Hattat Mehmed bin Mustafa Hezarfen Bursevi

Hattat Mehmed bin Mustafa Hezarfen Bursevi Bursa’lıdır.Pek çok alanda bilgili ve marifet sahibi olduğu için kendisine “Hezarfen-Bin marifetli” demişlerdir. Her türlü yazıyı yazar, tezhib yapar, kağıdın lekelerini çıkarır ,deliklerini kapatır, her cins vazonun çatlaklarını tamir eder, süsleme motifleri çizerdi. Sülüs ve neshi Hafız Osman’ın talebesi Kürdzade İbrahim Efendi’den öğrendikten sonra hattın inceliklerini senelerce İstanbul’da Hafız Osman efendi ile müzakere etmişlerdir. Sarayda hat hocası idi. Eserleri arasında Üsküdar’da Valide Sultan Camii’ndeki celi sülüs yazıları, bitişiğindeki üstü açık türbedeki sülüs, celi Ayet el Kürsi,Damat İbrahim Paşa darülhadisinin celi ve talik yazıları ve sebile bitişik çeşmenin kemeri içindeki talik sayılabilir. Kubbe ve sebildeki yazılar Veliyüddin Efendi’nindir. Bundan başka Bab-ı Hümayün’daki sebil ve çeşmenin tarihlerinin talikleri, has ahır kapısı tarihi ve daha birçokları bu zatındır. Saka çeşmesinde, Valide hanı civarında bir hücrede otururdu. Ömrünü sonuna doğru şuurunu kaybetmişti. Dostlarına çok düşkündü. Bilgi kaynağı bir zat idi.H.1153 yılında vefat etti.

 

Şevket Rado Türk Hattatları

Tuhfe-i Hattatin S.456

Hat ve Hattatan S.143

İletişim & WhatsApp

+90 532 235 30 74

Bir eşyanın antika olabilmesi için illaki eski olması yeterli değildir. Aynı zamanda nadir bulunması ve zamanın veya döneminin belirli izlerini yansıtması gerekmektedir. Belirli kriterler ve özellikler alınacak antika eşya için özel anlam taşımaktadır. Özel sanatkarlık veya işçilik gibi vasıfların görülebildiği, nadir ve paha biçilmez olması durumu da göz ardı edilmez.

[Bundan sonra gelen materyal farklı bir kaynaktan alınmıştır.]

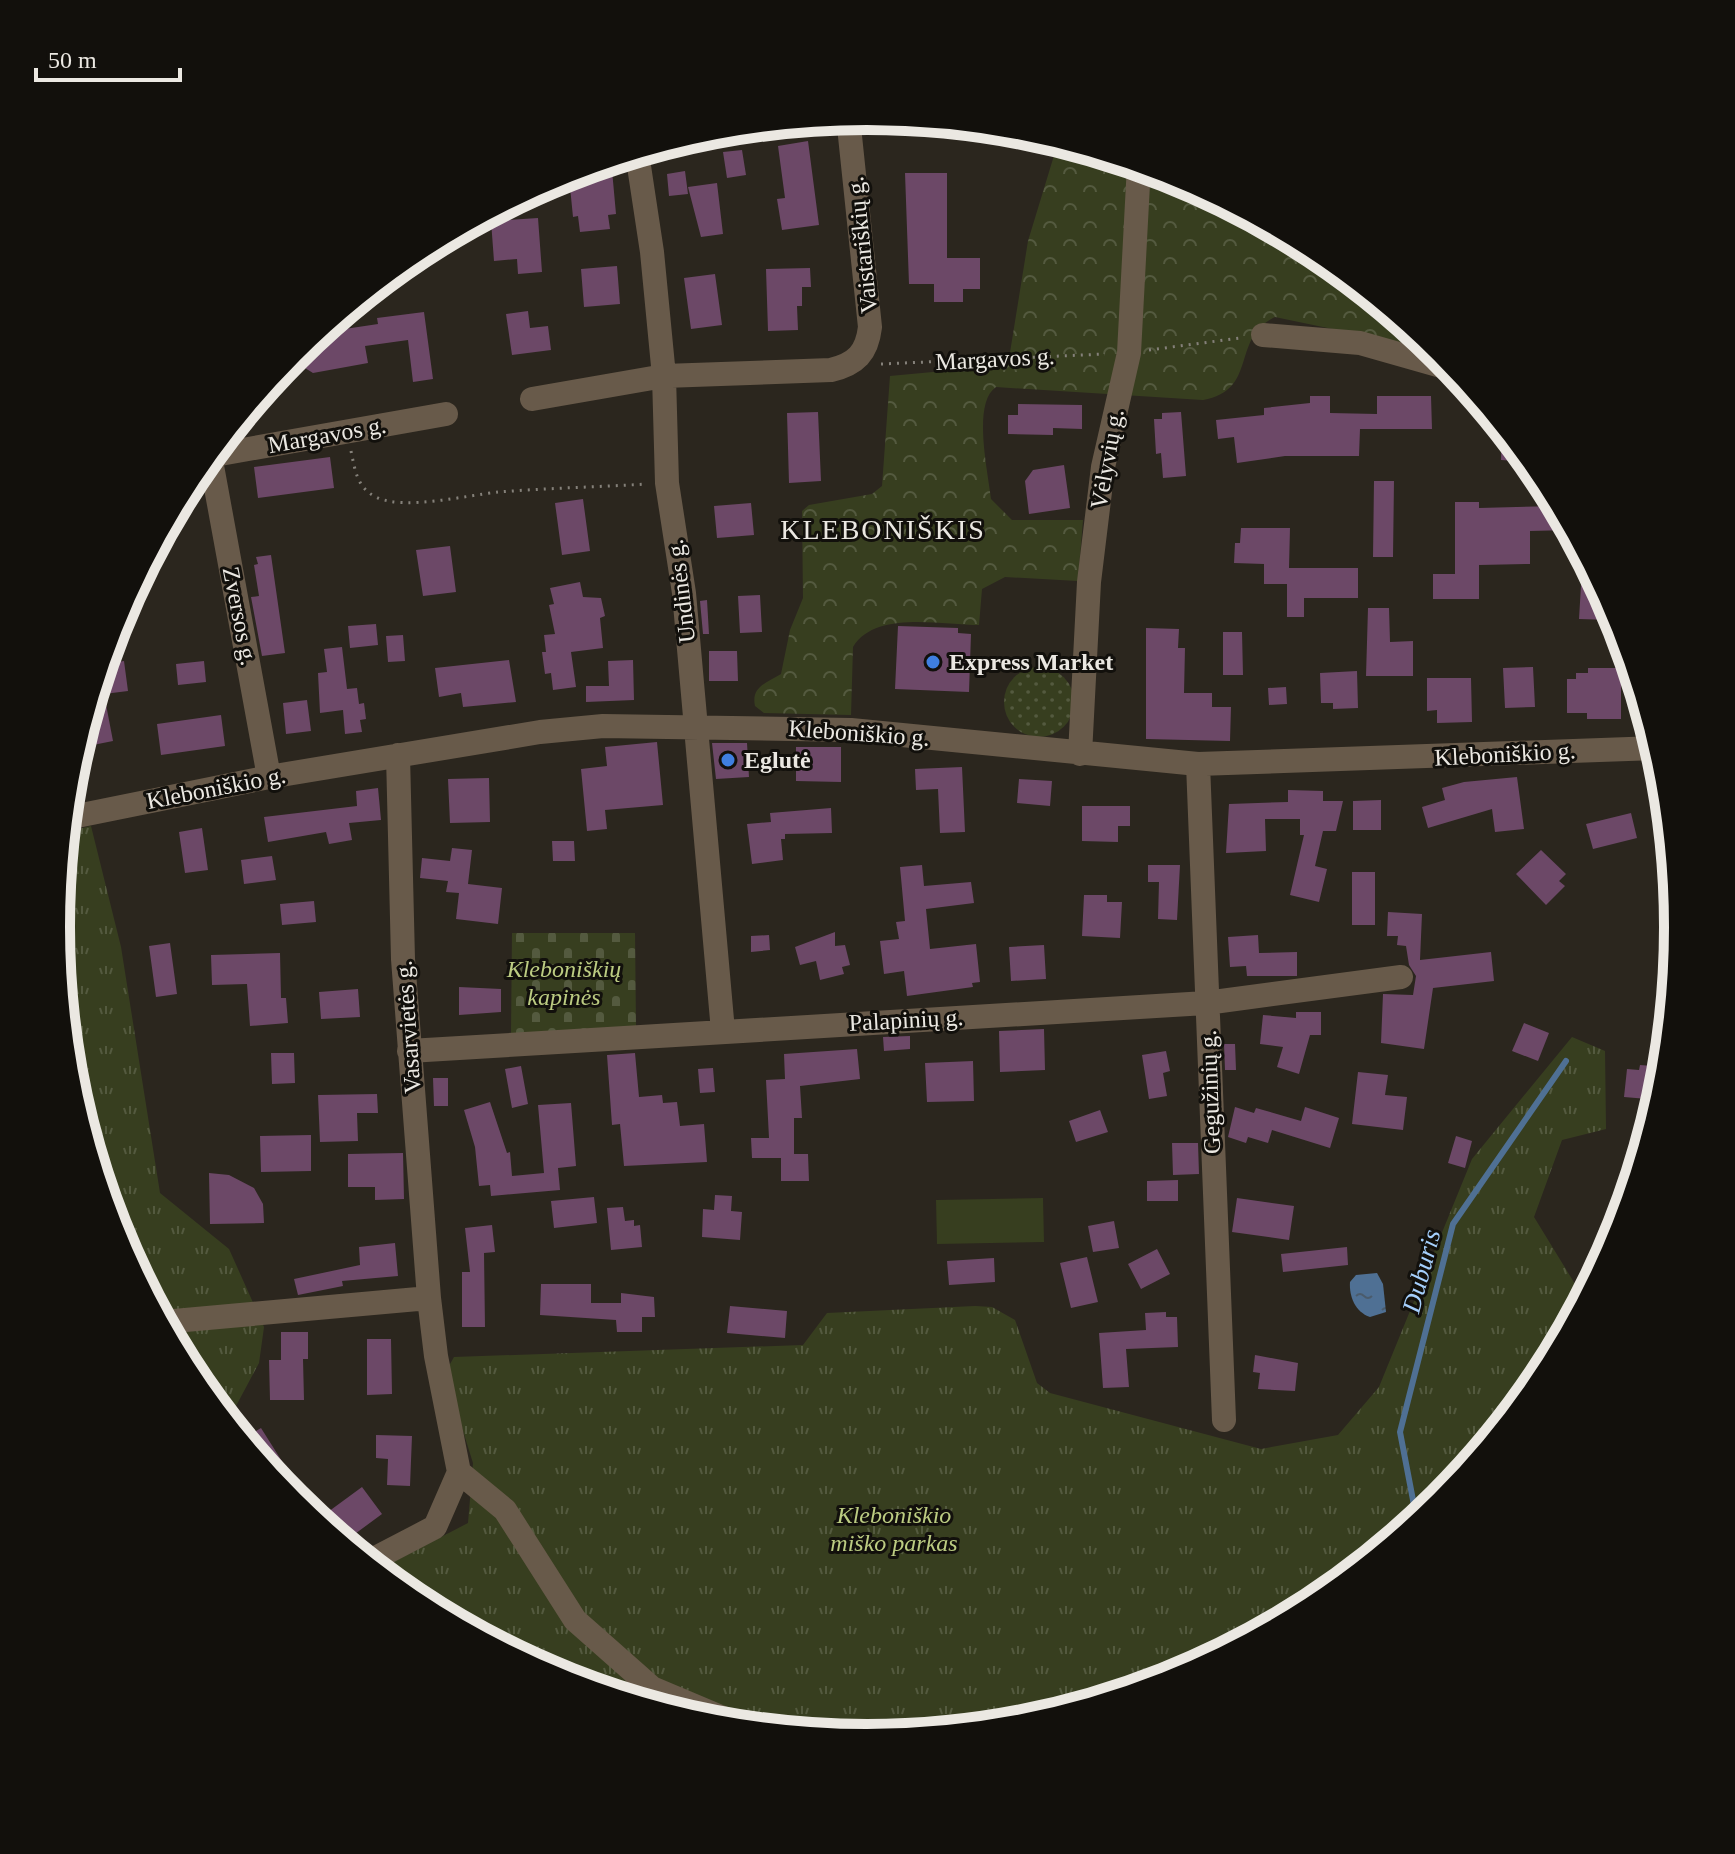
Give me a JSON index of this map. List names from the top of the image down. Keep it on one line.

Uluslararası arena da sergilenen ve büyük müzayedeler de satışa çıkan birçok antika eserini İstanbul takip ederler. Kimi zaman hobi olarak başlayan bu işin bir anda meslek haline dönüşmesi de kaçınılmaz bir tecrübedir. Üsküdar antika eşya alan yerlerden veya bu tür antika eserlerin takibini yapan koleksiyoncular bunu bir meslek haline getirmişlerdir.

Antika; geçmişten günümüze ulaşmış değerli eşyalar olarak nitelenir. Ancak her eşya antika sayılmadığı gibi tarihi eser niteliği taşıyan çok eksi eşyalarda antika sayılmaz. Özellikle toprak altından çıkan eşyaların, antika olduğu düşüncesi yanlıştır. Antikaların döneminde de kıymetli ürünler olması bu zamanda da kıymetini arttırır. Döneminde değerli olmayan bir eşyanın; yüzyıl sonra değerli bir antikaya dönüşeceği kesin değildir.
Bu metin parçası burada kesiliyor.